La Jeanne socialiste

Le drame est dédié « à toutes celles et à tous ceux qui seront morts de leur mort humaine pour l'établissement de la République socialiste universelle ». L'intention de Péguy était d'annoncer, dès les premières pages du drame, l'orientation de l'acte de Jeanne. Centré autour du problème du Mal, le drame est un acte d'engagement, un combat livré à tous les aspects de la misère humaine. Il ne s'agit pas seulement du Mal physique ou de la souffrance engendrés par la guerre ; ce n'est pas seulement l'image concrète des deux enfants affamés qui la révolte. Le Mal qui préoccupe Jeanne est aussi d'ordre moral ; le péché, la damnation des âmes, le désespoir et le climat de l'Absence éternelle. Car ces deux enfants qui s'en vont sur la « route affameuse » correspondent à une multitude d'hommes qui, eux, ont besoin de se nourrir, non seulement du pain quotidien, mais aussi de celui de l'âme : « […] j'ai pensé à tous les autres affamés qui ne mangent pas ; j'ai pensé à tous les malheureux qui ne sont pas consolés ; […] »155.
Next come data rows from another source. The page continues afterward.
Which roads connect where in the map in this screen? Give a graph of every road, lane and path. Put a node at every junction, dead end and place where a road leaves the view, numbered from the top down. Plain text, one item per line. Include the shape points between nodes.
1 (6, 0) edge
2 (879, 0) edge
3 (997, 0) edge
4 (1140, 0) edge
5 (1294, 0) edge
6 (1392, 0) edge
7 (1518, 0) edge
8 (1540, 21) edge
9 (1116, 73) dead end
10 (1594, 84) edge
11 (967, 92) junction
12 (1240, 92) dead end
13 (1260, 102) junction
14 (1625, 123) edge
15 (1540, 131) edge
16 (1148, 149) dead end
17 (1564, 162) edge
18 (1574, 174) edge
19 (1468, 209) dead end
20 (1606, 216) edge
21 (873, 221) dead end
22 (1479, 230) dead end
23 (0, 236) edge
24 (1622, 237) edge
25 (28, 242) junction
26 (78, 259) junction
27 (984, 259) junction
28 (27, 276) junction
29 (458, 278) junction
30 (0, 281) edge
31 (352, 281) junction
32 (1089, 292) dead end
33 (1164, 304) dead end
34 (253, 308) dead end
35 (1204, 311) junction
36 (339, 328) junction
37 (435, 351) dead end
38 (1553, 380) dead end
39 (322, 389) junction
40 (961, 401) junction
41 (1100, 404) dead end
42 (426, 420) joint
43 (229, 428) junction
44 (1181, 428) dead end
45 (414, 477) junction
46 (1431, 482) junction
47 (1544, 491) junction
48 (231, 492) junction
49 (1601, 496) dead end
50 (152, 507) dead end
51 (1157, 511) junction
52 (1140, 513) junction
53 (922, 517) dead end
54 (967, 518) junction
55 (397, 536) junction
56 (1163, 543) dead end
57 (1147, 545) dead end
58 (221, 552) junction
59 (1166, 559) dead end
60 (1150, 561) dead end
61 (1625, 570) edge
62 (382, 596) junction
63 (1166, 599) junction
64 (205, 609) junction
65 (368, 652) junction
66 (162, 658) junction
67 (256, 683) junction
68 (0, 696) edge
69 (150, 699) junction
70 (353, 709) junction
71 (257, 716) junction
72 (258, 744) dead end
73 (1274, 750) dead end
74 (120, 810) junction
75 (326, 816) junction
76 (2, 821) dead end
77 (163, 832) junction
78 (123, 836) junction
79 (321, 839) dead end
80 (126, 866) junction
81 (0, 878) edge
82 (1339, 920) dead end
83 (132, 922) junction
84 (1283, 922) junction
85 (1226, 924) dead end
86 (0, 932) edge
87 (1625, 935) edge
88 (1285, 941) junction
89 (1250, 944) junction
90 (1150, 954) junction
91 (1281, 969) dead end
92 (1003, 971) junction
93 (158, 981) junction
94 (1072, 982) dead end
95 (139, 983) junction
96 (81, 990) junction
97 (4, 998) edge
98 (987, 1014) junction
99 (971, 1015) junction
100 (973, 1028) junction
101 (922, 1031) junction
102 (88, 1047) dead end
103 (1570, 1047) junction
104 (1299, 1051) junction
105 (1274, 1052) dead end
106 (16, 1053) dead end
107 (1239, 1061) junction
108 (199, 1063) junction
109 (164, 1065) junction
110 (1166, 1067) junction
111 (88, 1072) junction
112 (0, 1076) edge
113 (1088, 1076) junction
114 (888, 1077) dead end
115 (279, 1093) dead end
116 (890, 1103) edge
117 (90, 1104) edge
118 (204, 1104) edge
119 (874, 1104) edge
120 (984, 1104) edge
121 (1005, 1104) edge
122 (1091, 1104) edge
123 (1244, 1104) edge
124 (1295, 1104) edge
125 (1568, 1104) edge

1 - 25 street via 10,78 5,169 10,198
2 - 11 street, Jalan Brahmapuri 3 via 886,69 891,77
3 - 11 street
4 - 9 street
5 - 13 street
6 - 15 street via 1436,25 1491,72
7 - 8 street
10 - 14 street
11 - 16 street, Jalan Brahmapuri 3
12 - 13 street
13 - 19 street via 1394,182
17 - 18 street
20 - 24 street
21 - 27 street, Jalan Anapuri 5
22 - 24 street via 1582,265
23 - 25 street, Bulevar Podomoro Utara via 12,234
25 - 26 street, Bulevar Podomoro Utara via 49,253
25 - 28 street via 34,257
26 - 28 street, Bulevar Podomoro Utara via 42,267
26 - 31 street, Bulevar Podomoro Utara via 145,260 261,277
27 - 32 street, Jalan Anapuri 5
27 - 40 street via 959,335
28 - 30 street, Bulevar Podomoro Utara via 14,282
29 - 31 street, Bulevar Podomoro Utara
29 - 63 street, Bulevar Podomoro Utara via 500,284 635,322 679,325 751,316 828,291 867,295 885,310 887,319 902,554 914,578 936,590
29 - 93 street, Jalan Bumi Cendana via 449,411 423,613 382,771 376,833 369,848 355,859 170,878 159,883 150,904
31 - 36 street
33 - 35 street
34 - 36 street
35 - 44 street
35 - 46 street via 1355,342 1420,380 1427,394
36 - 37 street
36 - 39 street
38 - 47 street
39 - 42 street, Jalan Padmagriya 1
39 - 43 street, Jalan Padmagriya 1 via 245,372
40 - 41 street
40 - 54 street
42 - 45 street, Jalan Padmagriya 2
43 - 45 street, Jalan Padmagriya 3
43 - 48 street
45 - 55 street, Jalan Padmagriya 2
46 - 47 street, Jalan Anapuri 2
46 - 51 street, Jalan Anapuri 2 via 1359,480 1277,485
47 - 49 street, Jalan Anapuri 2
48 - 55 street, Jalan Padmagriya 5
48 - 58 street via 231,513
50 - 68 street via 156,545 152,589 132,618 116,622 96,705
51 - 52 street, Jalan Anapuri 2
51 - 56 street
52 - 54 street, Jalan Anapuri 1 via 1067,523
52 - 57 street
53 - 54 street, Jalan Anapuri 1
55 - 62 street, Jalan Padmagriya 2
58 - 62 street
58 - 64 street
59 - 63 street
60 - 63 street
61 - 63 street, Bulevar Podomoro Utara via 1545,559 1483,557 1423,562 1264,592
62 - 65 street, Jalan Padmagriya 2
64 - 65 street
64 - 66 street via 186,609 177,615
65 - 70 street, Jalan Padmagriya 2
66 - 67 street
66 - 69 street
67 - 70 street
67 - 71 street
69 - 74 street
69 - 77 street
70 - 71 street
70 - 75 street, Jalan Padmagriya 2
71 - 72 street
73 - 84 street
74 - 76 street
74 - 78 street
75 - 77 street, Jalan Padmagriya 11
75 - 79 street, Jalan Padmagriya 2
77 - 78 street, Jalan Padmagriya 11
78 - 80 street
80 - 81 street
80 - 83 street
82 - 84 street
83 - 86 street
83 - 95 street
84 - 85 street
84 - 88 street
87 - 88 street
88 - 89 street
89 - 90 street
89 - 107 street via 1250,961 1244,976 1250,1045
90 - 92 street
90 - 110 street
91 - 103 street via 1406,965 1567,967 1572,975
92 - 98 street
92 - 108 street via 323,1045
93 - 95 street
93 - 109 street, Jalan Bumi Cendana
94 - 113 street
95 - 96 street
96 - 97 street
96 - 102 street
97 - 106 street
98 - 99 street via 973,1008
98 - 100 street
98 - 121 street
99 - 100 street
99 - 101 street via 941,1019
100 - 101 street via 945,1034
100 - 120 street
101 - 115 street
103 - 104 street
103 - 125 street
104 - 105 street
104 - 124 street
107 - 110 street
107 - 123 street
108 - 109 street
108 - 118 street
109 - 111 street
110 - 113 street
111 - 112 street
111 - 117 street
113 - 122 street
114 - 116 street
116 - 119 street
Contre ce flot de malheurs se dresse la face d'une jeune fille de treize ans, scandalisée par l'immensité du Mal et déterminée à y mettre fin. Amour, charité, compassion, révolte et volonté de vaincre le Mal, confrontés à la culpabilité, à l'insuffisance des charités et à l'impuissance des efforts humains dans la lutte contre le Mal. Car le Mal est universel et même la Passion du Christ s'est avérée vaine devant la damnation de Judas. Pire encore, le temps lui-même semble s'acharner contre les hommes en multipliant, en recommençant, tous les jours, les calamités de la « guerre infatigable »156. Mais Jeanne ne se résigne pas à accepter la défaite ; pour sauver les damnés, elle entend livrer son âme aux flammes éternelles, si cela peut atténuer le poids de la culpabilité qui pèse sur sa conscience, à savoir qu'elle se sent complice, même en faisant la charité.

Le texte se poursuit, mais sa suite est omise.